Exercise prompt:
Track down every line below that holds "Wendel" and copy it.

Supplied information:
━━━━━━━━━━━━━━━━━━━━

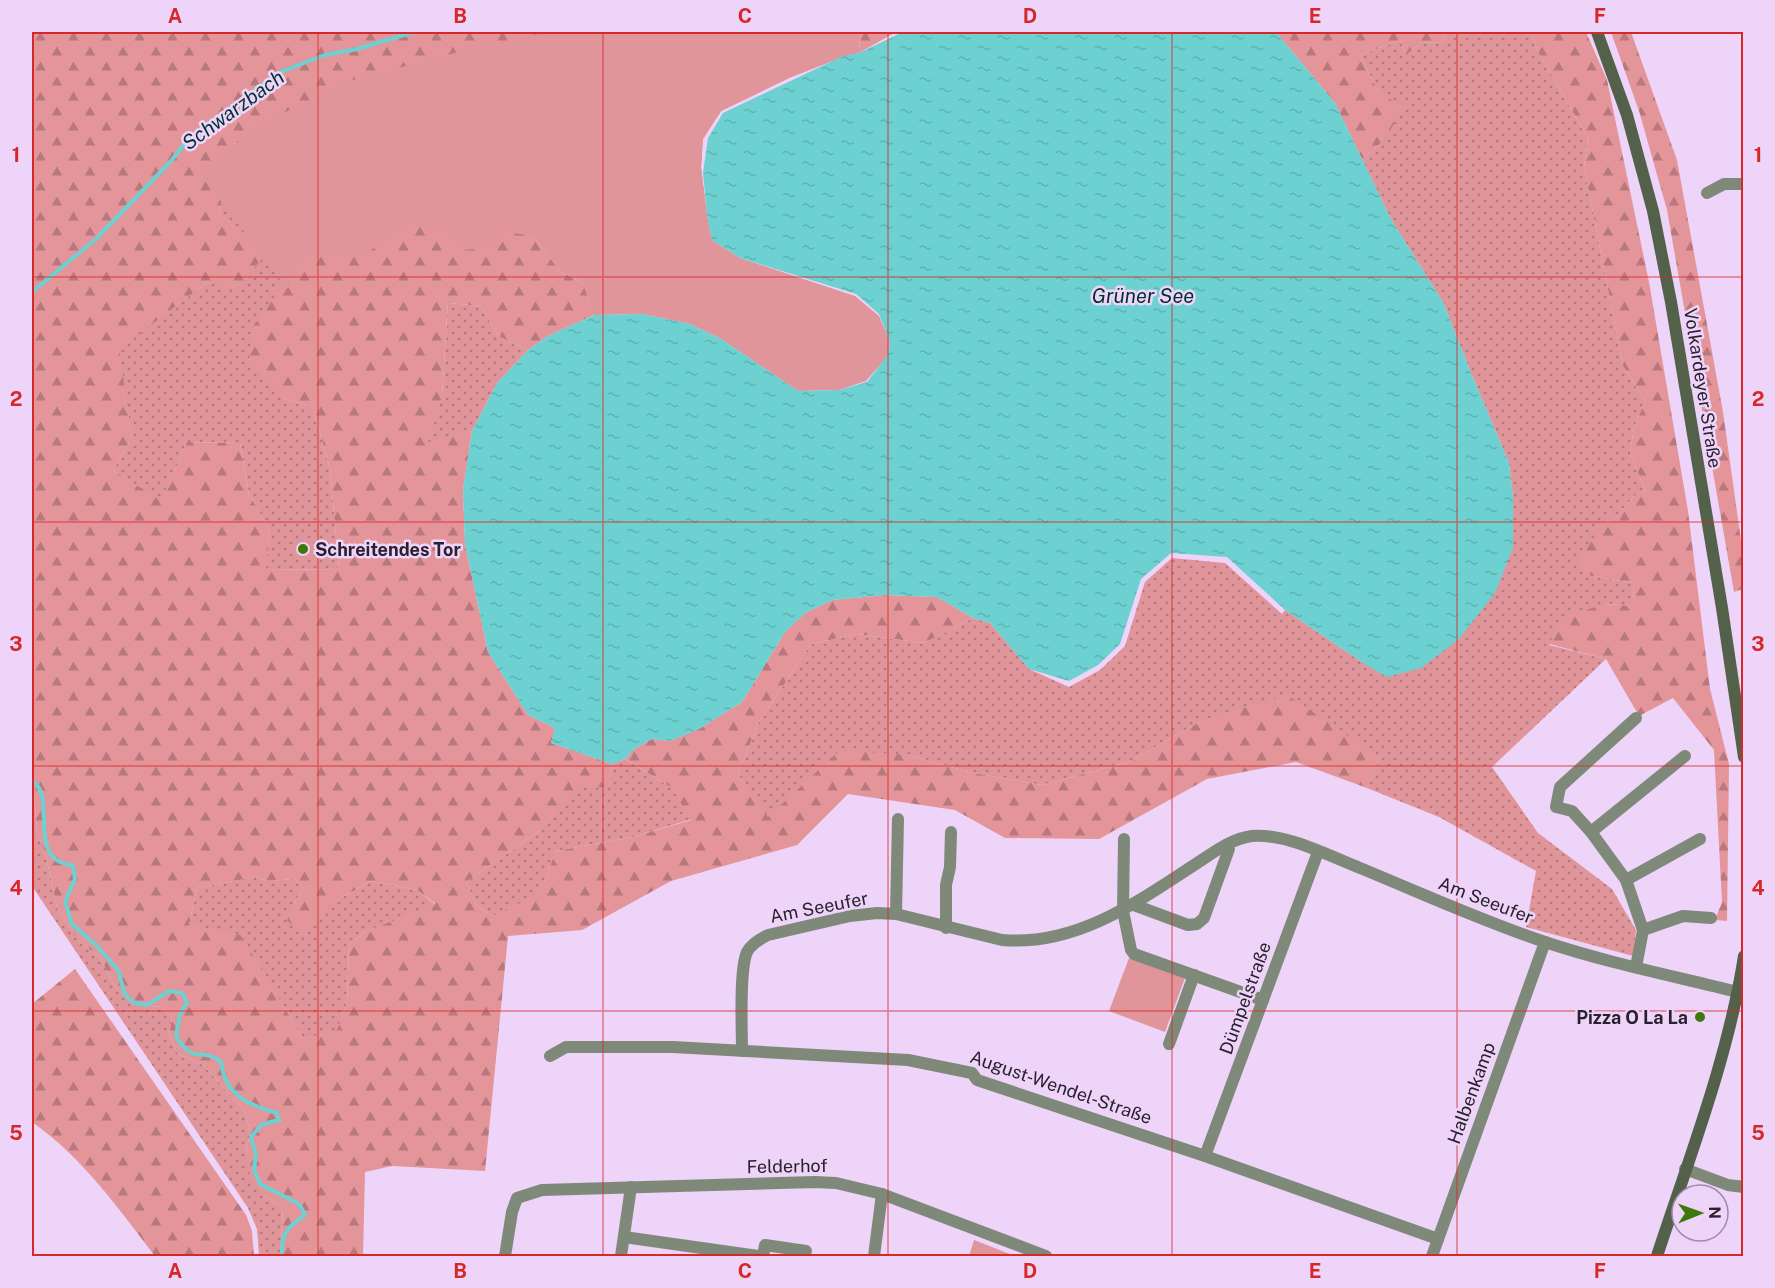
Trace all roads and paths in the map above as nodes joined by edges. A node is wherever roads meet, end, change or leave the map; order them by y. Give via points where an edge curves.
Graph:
1 (1597, 32) edge
2 (1743, 184) edge
3 (1707, 193) dead end
4 (1636, 718) dead end
5 (1685, 756) dead end
6 (1743, 757) edge
7 (898, 819) dead end
8 (951, 832) dead end
9 (1591, 832) junction
10 (1124, 839) dead end
11 (1700, 839) dead end
12 (1226, 844) junction
13 (1318, 852) junction
14 (1626, 880) junction
15 (1129, 908) junction
16 (896, 914) junction
17 (1711, 918) dead end
18 (946, 927) junction
19 (1643, 930) junction
20 (1545, 942) junction
21 (1743, 956) edge
22 (1636, 967) junction
23 (1194, 975) junction
24 (1738, 992) junction
25 (1263, 1000) junction
26 (1169, 1044) dead end
27 (741, 1051) junction
28 (550, 1056) dead end
29 (1205, 1156) junction
30 (1685, 1170) junction
31 (631, 1187) junction
32 (1743, 1187) edge
33 (882, 1194) junction
34 (624, 1237) junction
35 (1438, 1239) junction
36 (806, 1251) dead end
37 (718, 1254) edge
38 (505, 1257) edge
39 (621, 1257) edge
40 (758, 1257) edge
41 (764, 1257) edge
42 (874, 1257) edge
43 (1046, 1257) edge
44 (1432, 1257) edge
45 (1657, 1257) edge

1 - 6 main road, Volkardeyer Straße via 1627,115 1653,211 1720,596
2 - 3 street via 1724,184
4 - 9 street via 1560,787 1556,807 1572,811
5 - 9 street
7 - 16 street, Am Seeufer
8 - 18 street
9 - 14 street
10 - 15 street
11 - 14 street
12 - 13 street, Am Seeufer via 1263,836
12 - 15 street, Am Seeufer
12 - 15 street via 1229,849 1204,918 1197,924 1188,925
13 - 20 street, Am Seeufer
13 - 25 street, Dümpelstraße
14 - 19 street
15 - 18 street, Am Seeufer via 1099,922 1036,940 1002,940
15 - 23 street via 1134,954
16 - 18 street, Am Seeufer
16 - 27 street, Am Seeufer via 850,916 757,941 743,964
17 - 19 street via 1683,916
19 - 22 street
20 - 22 street, Am Seeufer
20 - 35 street, Halbenkamp
21 - 24 main road
22 - 24 street, Am Seeufer
23 - 25 street
23 - 26 street
24 - 30 main road
25 - 29 street, Dümpelstraße
27 - 28 street, August-Wendel-Straße via 566,1047
27 - 29 street, August-Wendel-Straße via 908,1060 972,1073 977,1080
29 - 35 street, August-Wendel-Straße
30 - 32 street
30 - 45 main road
31 - 33 street, Felderhof via 822,1182
31 - 34 street
31 - 38 street, Felderhof via 542,1190 517,1198
33 - 42 street
33 - 43 street, Felderhof
34 - 37 street
34 - 39 street
35 - 44 street, Halbenkamp
36 - 41 street via 765,1245
37 - 40 street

━━━━━━━━━━━━━━━━━━━━

Task output:
27 - 28 street, August-Wendel-Straße via 566,1047
27 - 29 street, August-Wendel-Straße via 908,1060 972,1073 977,1080
29 - 35 street, August-Wendel-Straße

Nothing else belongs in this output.